What is needed — Gather, from the data below, each line in which the word "main" occurs.

Given records —

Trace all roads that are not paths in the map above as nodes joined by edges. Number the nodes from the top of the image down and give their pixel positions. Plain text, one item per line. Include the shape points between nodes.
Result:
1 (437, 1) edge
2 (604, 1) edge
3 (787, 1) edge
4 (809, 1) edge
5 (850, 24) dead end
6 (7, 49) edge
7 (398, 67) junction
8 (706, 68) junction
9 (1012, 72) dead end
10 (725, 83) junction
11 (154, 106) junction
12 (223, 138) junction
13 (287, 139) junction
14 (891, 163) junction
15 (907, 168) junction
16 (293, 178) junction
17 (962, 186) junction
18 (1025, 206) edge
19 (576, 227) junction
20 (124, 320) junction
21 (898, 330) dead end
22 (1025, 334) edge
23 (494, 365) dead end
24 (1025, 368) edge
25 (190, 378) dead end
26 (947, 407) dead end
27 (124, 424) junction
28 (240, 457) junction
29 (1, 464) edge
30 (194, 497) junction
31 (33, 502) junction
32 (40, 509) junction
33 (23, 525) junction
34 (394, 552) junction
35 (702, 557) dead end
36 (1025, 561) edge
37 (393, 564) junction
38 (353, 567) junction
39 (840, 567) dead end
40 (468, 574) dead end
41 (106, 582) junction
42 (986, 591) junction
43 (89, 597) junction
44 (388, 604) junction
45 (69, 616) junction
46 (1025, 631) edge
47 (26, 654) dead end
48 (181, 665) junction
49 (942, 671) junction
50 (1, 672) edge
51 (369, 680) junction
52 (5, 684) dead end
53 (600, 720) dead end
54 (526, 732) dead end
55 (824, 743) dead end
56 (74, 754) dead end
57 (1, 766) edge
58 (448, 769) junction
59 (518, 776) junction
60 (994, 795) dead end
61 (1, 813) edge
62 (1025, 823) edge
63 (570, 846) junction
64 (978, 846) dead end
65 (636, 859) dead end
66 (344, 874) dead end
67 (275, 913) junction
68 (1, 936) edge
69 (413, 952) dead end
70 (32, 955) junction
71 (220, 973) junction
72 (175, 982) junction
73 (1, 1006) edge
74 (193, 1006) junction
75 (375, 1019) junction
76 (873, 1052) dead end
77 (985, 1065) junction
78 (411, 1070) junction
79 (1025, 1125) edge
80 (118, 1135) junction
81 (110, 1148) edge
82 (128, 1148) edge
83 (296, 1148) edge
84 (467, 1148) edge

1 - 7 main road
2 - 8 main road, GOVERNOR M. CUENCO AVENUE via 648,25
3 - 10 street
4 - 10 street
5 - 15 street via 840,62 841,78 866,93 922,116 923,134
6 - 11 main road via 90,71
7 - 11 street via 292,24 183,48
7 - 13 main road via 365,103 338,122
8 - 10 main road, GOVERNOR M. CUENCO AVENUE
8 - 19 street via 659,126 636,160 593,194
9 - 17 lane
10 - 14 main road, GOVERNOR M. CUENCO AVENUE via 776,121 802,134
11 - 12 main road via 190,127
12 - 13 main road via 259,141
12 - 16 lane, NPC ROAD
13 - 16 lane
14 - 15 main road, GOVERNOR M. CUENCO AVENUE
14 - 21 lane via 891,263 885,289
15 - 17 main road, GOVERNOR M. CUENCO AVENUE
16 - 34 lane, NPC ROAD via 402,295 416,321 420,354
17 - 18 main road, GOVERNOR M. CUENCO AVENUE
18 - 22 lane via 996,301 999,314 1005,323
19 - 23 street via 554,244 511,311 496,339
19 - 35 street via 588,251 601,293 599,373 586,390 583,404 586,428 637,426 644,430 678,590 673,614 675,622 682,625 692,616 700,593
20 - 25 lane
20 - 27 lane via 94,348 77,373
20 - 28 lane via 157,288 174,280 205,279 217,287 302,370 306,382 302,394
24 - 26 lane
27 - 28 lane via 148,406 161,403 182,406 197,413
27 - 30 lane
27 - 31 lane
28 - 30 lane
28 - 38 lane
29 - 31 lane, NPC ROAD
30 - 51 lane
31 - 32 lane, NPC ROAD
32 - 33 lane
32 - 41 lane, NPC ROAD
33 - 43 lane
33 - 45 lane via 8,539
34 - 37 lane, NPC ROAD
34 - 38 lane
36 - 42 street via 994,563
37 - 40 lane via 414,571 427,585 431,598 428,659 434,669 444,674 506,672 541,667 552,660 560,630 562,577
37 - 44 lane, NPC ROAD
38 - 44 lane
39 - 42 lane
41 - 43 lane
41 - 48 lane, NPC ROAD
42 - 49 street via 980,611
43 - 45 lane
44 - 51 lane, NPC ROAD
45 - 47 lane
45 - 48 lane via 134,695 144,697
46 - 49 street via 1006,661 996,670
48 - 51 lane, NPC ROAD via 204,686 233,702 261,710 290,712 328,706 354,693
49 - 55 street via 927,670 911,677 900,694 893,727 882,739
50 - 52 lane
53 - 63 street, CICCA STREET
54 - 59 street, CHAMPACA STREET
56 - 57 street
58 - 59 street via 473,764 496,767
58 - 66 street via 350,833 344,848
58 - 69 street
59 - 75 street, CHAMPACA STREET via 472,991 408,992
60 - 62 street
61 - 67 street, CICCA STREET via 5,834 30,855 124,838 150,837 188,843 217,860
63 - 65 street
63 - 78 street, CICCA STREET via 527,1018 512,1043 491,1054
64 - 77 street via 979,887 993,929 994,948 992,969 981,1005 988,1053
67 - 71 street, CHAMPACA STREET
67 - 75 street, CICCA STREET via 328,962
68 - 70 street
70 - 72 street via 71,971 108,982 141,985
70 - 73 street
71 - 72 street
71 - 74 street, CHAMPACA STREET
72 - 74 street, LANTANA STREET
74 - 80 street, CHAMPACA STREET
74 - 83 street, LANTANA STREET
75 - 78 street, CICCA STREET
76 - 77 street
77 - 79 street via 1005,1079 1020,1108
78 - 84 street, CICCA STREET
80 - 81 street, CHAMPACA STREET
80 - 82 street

Exercise solution —
1 - 7 main road
2 - 8 main road, GOVERNOR M. CUENCO AVENUE via 648,25
6 - 11 main road via 90,71
7 - 13 main road via 365,103 338,122
8 - 10 main road, GOVERNOR M. CUENCO AVENUE
10 - 14 main road, GOVERNOR M. CUENCO AVENUE via 776,121 802,134
11 - 12 main road via 190,127
12 - 13 main road via 259,141
14 - 15 main road, GOVERNOR M. CUENCO AVENUE
15 - 17 main road, GOVERNOR M. CUENCO AVENUE
17 - 18 main road, GOVERNOR M. CUENCO AVENUE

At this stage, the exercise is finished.